Channel Four’s correspondent Paul Mason asked Jeroen Dijsselbloem, the Dutch finance minister and head of the Eurogroup, whether Europe had not “trashed” Greece’s democratic will. The latter answered that voters in one country cannot tell voters elsewhere how to spend their money.

This despite the obvious fact that the EU is attempting to force Greece into making concessions specifically about how Greece will use its money in spite of the will of the people all made possible by the idiotic divide between the economy and politics that has ravaged the world and placed so-called "leaders" in charge of Greece to afraid to default on their debts. Sure crisis will follow if they do so, but nothing can stop that. The debt is too much to pay and Greece's only real option is to make its financial systems as independent as possible before it does. But that won't change the rest of the world and the crisis will only create more opposition to Greece since it will be the easiest to target, which will create more war and what-have-you.

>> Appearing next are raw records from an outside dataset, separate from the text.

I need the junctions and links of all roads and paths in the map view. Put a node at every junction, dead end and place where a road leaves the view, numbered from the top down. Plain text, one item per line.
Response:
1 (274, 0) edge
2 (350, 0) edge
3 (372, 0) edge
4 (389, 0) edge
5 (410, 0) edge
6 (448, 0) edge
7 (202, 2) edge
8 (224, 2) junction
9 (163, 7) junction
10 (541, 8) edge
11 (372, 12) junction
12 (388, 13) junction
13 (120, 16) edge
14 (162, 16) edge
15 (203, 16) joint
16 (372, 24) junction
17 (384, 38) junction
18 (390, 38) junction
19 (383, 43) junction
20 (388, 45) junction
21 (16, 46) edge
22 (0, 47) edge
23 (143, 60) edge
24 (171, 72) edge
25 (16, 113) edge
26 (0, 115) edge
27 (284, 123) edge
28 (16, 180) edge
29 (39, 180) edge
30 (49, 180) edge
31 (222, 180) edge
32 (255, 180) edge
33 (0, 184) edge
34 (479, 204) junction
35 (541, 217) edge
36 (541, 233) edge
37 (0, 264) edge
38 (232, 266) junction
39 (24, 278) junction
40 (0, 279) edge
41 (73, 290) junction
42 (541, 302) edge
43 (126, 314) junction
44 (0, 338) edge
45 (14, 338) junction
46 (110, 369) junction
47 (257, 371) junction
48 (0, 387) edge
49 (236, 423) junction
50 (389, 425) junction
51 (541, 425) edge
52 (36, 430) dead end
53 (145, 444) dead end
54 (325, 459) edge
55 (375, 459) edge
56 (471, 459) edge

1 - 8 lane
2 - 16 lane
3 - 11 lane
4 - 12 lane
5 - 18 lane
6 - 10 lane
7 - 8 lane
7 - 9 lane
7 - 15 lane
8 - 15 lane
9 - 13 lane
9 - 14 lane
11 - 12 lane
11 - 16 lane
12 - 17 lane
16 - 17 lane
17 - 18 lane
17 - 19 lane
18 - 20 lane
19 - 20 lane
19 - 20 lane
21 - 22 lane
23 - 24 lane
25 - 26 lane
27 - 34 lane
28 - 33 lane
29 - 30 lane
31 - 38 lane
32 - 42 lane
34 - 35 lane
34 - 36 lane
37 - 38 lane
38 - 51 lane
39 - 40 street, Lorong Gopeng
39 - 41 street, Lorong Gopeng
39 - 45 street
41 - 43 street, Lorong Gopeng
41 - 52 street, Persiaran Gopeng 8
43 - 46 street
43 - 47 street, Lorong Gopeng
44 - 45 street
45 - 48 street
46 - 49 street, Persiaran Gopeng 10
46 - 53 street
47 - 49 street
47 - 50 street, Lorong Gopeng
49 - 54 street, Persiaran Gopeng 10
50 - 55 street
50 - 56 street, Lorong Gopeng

Nations shouldn't exist for this very reason since it allows capital to rule the world without any political oversight. Democracy is a sham, when foreign banks have control over your money. Governments are mere pawns, rising and falling to the whims of the "market". I don't see how any major change can happen that is centered within national boundaries. This pieces hints at this here:

The rapid rise of Podemos in Spain is proof that the same rebellious mood of indignation that manifested itself in the election of Syriza in Greece is developing in the rest of Europe. Precisely for that reason Rajoy has formed a bloc with Merkel to throttle Syriza before it has a chance to show in practice what a real anti-austerity programme looks like. A genuinely socialist foreign policy must base itself on the opposition movement that is developing in many European countries and that is looking to Greece for a courageous lead.

But even this assessment is mired by talk of Greece as a "courageous" leader which both resides on Greece as a nation and the idea of leadership which reminds me too much of the Soviet's idea of revolution. Even the end goal is not a collection of democratic people running their lives but of a theoretical "Socialist United States of Europe" which just shifts the national boundaries to Europe itself instead of any nation that now exists. Though all of this may be necessary given the current state of the world, it can have some very dramatic consequences if we are not diligent enough to recognize the poison of nationalism on which it is based.